The loyalty program was funded through the overall pricing of goods in the participating retailers. The recession of 1980 and cost cutting caused the program to lose popularity, and the growth of credit card transactions competed for retail margins. As computerization developed, less-cumbersome loyalty programs were developed. These programs required less of a customer's time and had lower operational costs. They did not require physical locations for redemption, and the discounts often were restricted to the products offered by the participating stores, i.e., the participating stores were discounting merchandise that they would keep in stock even without the reward program.

== History and background ==

In 1963, the United States government began an antitrust action against Blue Chip Stamp. In 1967, the parties agreed to a consent decree which led to the creation of a new company "Blue Chip Stamps".
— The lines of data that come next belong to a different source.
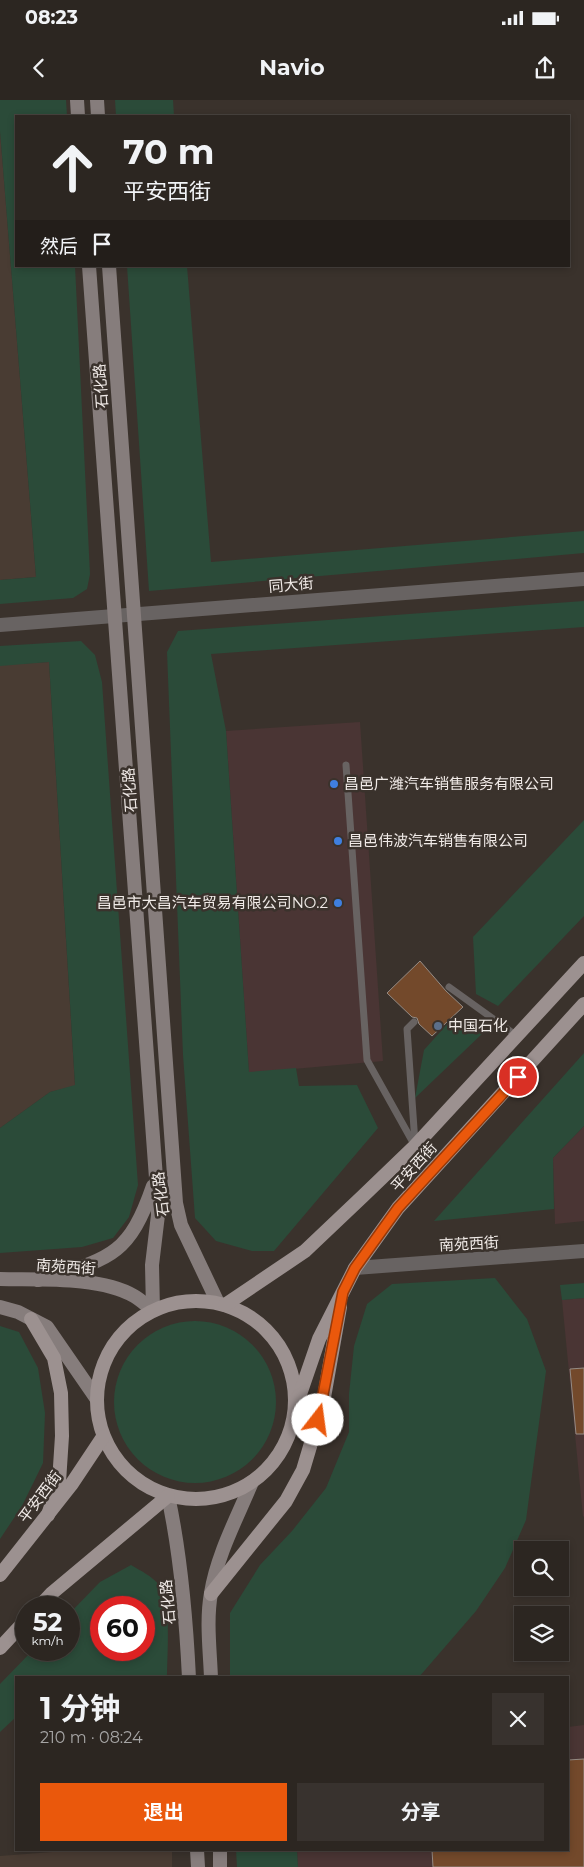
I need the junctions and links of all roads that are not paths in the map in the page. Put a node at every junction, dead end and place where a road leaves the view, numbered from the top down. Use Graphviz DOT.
graph roads {
  1 [pos="77,100"];
  2 [pos="97,100"];
  3 [pos="78,115"];
  4 [pos="98,115"];
  5 [pos="89,267"];
  6 [pos="109,267"];
  7 [pos="584,579"];
  8 [pos="134,614"];
  9 [pos="115,617"];
  10 [pos="0,625"];
  11 [pos="346,764"];
  12 [pos="584,963"];
  13 [pos="449,987"];
  14 [pos="584,1004"];
  15 [pos="414,1022"];
  16 [pos="517,1036"];
  17 [pos="415,1146"];
  18 [pos="156,1178"];
  19 [pos="584,1251"];
  20 [pos="355,1268"];
  21 [pos="0,1279"];
  22 [pos="38,1280"];
  23 [pos="343,1292"];
  24 [pos="221,1304"];
  25 [pos="0,1308"];
  26 [pos="153,1310"];
  27 [pos="30,1319"];
  28 [pos="96,1398"];
  29 [pos="296,1405"];
  30 [pos="103,1437"];
  31 [pos="252,1482"];
  32 [pos="168,1496"];
  33 [pos="48,1515"];
  34 [pos="0,1575"];
  35 [pos="211,1594"];
  36 [pos="49,1596"];
  37 [pos="15,1632"];
  38 [pos="0,1648"];
  39 [pos="189,1676"];
  40 [pos="211,1676"];
  41 [pos="197,1851"];
  42 [pos="220,1851"];
  43 [pos="198,1867"];
  44 [pos="220,1867"];
  1 -- 3 [label="main road"];
  2 -- 4 [label="main road"];
  5 -- 9 [label="main road, 石化路"];
  6 -- 8 [label="main road, 石化路"];
  7 -- 8 [label="street, 同大街"];
  8 -- 9 [label="street, 同大街"];
  8 -- 24 [label="main road, 石化路"];
  9 -- 10 [label="street, 同大街"];
  9 -- 18 [label="main road, 石化路"];
  11 -- 17 [label="lane"];
  12 -- 16 [label="main road, 平安西街"];
  13 -- 16 [label="lane"];
  14 -- 20 [label="main road, 平安西街"];
  15 -- 17 [label="lane"];
  16 -- 17 [label="main road, 平安西街"];
  17 -- 24 [label="main road, 平安西街"];
  18 -- 22 [label="main road"];
  18 -- 26 [label="main road, 石化路"];
  19 -- 20 [label="street, 南苑西街"];
  20 -- 23 [label="main road, 平安西街"];
  21 -- 22 [label="main road, 南苑西街"];
  22 -- 26 [label="main road, 南苑西街"];
  23 -- 29 [label="main road, 平安西街"];
  23 -- 35 [label="main road"];
  24 -- 26 [label="main road"];
  24 -- 29 [label="main road"];
  25 -- 27 [label="main road"];
  26 -- 28 [label="main road"];
  27 -- 28 [label="main road"];
  27 -- 33 [label="main road"];
  28 -- 30 [label="main road"];
  29 -- 31 [label="main road"];
  30 -- 32 [label="main road"];
  30 -- 33 [label="main road, 平安西街"];
  31 -- 32 [label="main road"];
  31 -- 35 [label="main road"];
  32 -- 36 [label="main road"];
  32 -- 39 [label="main road, 石化路"];
  33 -- 34 [label="main road, 平安西街"];
  35 -- 40 [label="main road"];
  37 -- 38 [label="main road"];
  41 -- 43 [label="main road"];
  42 -- 44 [label="main road"];
}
In 1975, a lawsuit filed by Blue Chip Stamps was decided by the Supreme Court in the opinion Blue Chip Stamps v. Manor Drug Stores. This ruling helped establish the precedent that only buyers or sellers of securities can file suit for damages due to deceptive practices.

Berkshire Hathaway, the investment vehicle of Warren Buffett, began investing in Blue Chip Stamps in 1970. At year-end 1972 it owned 19%, at year-end 1973 22.5%. Berkshire's investment in Blue Chip went from 36.5 percent in 1977 to 60 percent in 1979 and finally merged in a stock swap in 1983.

According to Buffett's 2006 letter to Berkshire shareholders, Blue Chip had 1970 sales of  million as about 60 billion "stamps were licked by savers, pasted into books, and taken to Blue Chip redemption stores." He also said, "When I was told that even certain brothels and mortuaries gave stamps to their patrons, I felt I had finally found a sure thing." Sales dropped to $19.4 million in 1980 and $1.5 million in 1990. In 2006, revenues came in at $25,920.

== Acquisitions ==

On January 3, 1972, Blue Chip obtained a controlling interest in See's Candies. Blue Chip later acquired 100 percent of See's for an overall price of $25 million.

Wesco Financial Corporation was an 80.1 percent owned subsidiary of Blue Chip Stamps until its complete merger into Berkshire Hathaway in 2011.

== Redemption ==

The Blue Chip Stamp Company still exists (as of February, 2024) and is located in Pasadena, California. They can be redeemed at the value of $1.80 per full book.